:: Data listing
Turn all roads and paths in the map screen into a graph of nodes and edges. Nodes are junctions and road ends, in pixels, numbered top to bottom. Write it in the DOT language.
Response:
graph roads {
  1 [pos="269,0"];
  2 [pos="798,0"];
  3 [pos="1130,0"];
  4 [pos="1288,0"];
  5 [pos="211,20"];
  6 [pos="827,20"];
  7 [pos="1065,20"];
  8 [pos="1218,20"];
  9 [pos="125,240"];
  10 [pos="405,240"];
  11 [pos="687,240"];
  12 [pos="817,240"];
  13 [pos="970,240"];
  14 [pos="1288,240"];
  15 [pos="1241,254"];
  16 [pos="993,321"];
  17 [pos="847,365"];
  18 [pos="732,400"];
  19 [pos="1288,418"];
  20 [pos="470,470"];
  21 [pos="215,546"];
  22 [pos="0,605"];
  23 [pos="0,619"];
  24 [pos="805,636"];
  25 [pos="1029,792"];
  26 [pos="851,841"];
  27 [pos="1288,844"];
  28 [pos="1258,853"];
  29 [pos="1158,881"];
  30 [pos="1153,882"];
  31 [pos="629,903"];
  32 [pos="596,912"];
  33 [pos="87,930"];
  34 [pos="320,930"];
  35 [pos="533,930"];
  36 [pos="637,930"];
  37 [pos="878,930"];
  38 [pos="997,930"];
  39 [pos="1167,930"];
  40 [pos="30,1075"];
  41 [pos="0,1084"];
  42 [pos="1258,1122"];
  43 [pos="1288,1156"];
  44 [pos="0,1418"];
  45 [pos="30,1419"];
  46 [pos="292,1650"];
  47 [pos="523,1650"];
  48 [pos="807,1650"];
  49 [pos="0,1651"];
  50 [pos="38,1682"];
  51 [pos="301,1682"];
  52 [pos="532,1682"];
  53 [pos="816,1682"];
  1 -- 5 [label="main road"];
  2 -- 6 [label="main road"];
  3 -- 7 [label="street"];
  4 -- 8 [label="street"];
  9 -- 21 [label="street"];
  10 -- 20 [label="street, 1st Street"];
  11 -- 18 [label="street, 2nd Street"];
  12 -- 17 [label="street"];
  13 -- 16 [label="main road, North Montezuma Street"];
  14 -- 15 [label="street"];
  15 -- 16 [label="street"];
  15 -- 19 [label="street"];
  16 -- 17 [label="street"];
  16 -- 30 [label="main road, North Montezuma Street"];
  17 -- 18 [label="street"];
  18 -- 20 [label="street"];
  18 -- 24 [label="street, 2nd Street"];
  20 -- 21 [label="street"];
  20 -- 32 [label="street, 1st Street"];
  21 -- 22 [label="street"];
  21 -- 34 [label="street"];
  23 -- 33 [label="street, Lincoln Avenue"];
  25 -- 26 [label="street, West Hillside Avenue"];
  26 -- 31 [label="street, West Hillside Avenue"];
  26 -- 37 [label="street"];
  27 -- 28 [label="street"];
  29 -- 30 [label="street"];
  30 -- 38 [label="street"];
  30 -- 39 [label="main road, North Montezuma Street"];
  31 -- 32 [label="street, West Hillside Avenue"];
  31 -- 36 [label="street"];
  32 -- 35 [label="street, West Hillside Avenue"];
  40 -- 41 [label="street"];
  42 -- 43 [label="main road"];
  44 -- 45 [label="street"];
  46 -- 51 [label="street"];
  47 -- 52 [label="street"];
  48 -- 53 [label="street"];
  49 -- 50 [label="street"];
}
::::
A verbatim copy of every record is what you should return.

Exercise answer:
Turn all roads and paths in the map screen into a graph of nodes and edges. Nodes are junctions and road ends, in pixels, numbered top to bottom. Write it in the DOT language.
Response:
graph roads {
  1 [pos="269,0"];
  2 [pos="798,0"];
  3 [pos="1130,0"];
  4 [pos="1288,0"];
  5 [pos="211,20"];
  6 [pos="827,20"];
  7 [pos="1065,20"];
  8 [pos="1218,20"];
  9 [pos="125,240"];
  10 [pos="405,240"];
  11 [pos="687,240"];
  12 [pos="817,240"];
  13 [pos="970,240"];
  14 [pos="1288,240"];
  15 [pos="1241,254"];
  16 [pos="993,321"];
  17 [pos="847,365"];
  18 [pos="732,400"];
  19 [pos="1288,418"];
  20 [pos="470,470"];
  21 [pos="215,546"];
  22 [pos="0,605"];
  23 [pos="0,619"];
  24 [pos="805,636"];
  25 [pos="1029,792"];
  26 [pos="851,841"];
  27 [pos="1288,844"];
  28 [pos="1258,853"];
  29 [pos="1158,881"];
  30 [pos="1153,882"];
  31 [pos="629,903"];
  32 [pos="596,912"];
  33 [pos="87,930"];
  34 [pos="320,930"];
  35 [pos="533,930"];
  36 [pos="637,930"];
  37 [pos="878,930"];
  38 [pos="997,930"];
  39 [pos="1167,930"];
  40 [pos="30,1075"];
  41 [pos="0,1084"];
  42 [pos="1258,1122"];
  43 [pos="1288,1156"];
  44 [pos="0,1418"];
  45 [pos="30,1419"];
  46 [pos="292,1650"];
  47 [pos="523,1650"];
  48 [pos="807,1650"];
  49 [pos="0,1651"];
  50 [pos="38,1682"];
  51 [pos="301,1682"];
  52 [pos="532,1682"];
  53 [pos="816,1682"];
  1 -- 5 [label="main road"];
  2 -- 6 [label="main road"];
  3 -- 7 [label="street"];
  4 -- 8 [label="street"];
  9 -- 21 [label="street"];
  10 -- 20 [label="street, 1st Street"];
  11 -- 18 [label="street, 2nd Street"];
  12 -- 17 [label="street"];
  13 -- 16 [label="main road, North Montezuma Street"];
  14 -- 15 [label="street"];
  15 -- 16 [label="street"];
  15 -- 19 [label="street"];
  16 -- 17 [label="street"];
  16 -- 30 [label="main road, North Montezuma Street"];
  17 -- 18 [label="street"];
  18 -- 20 [label="street"];
  18 -- 24 [label="street, 2nd Street"];
  20 -- 21 [label="street"];
  20 -- 32 [label="street, 1st Street"];
  21 -- 22 [label="street"];
  21 -- 34 [label="street"];
  23 -- 33 [label="street, Lincoln Avenue"];
  25 -- 26 [label="street, West Hillside Avenue"];
  26 -- 31 [label="street, West Hillside Avenue"];
  26 -- 37 [label="street"];
  27 -- 28 [label="street"];
  29 -- 30 [label="street"];
  30 -- 38 [label="street"];
  30 -- 39 [label="main road, North Montezuma Street"];
  31 -- 32 [label="street, West Hillside Avenue"];
  31 -- 36 [label="street"];
  32 -- 35 [label="street, West Hillside Avenue"];
  40 -- 41 [label="street"];
  42 -- 43 [label="main road"];
  44 -- 45 [label="street"];
  46 -- 51 [label="street"];
  47 -- 52 [label="street"];
  48 -- 53 [label="street"];
  49 -- 50 [label="street"];
}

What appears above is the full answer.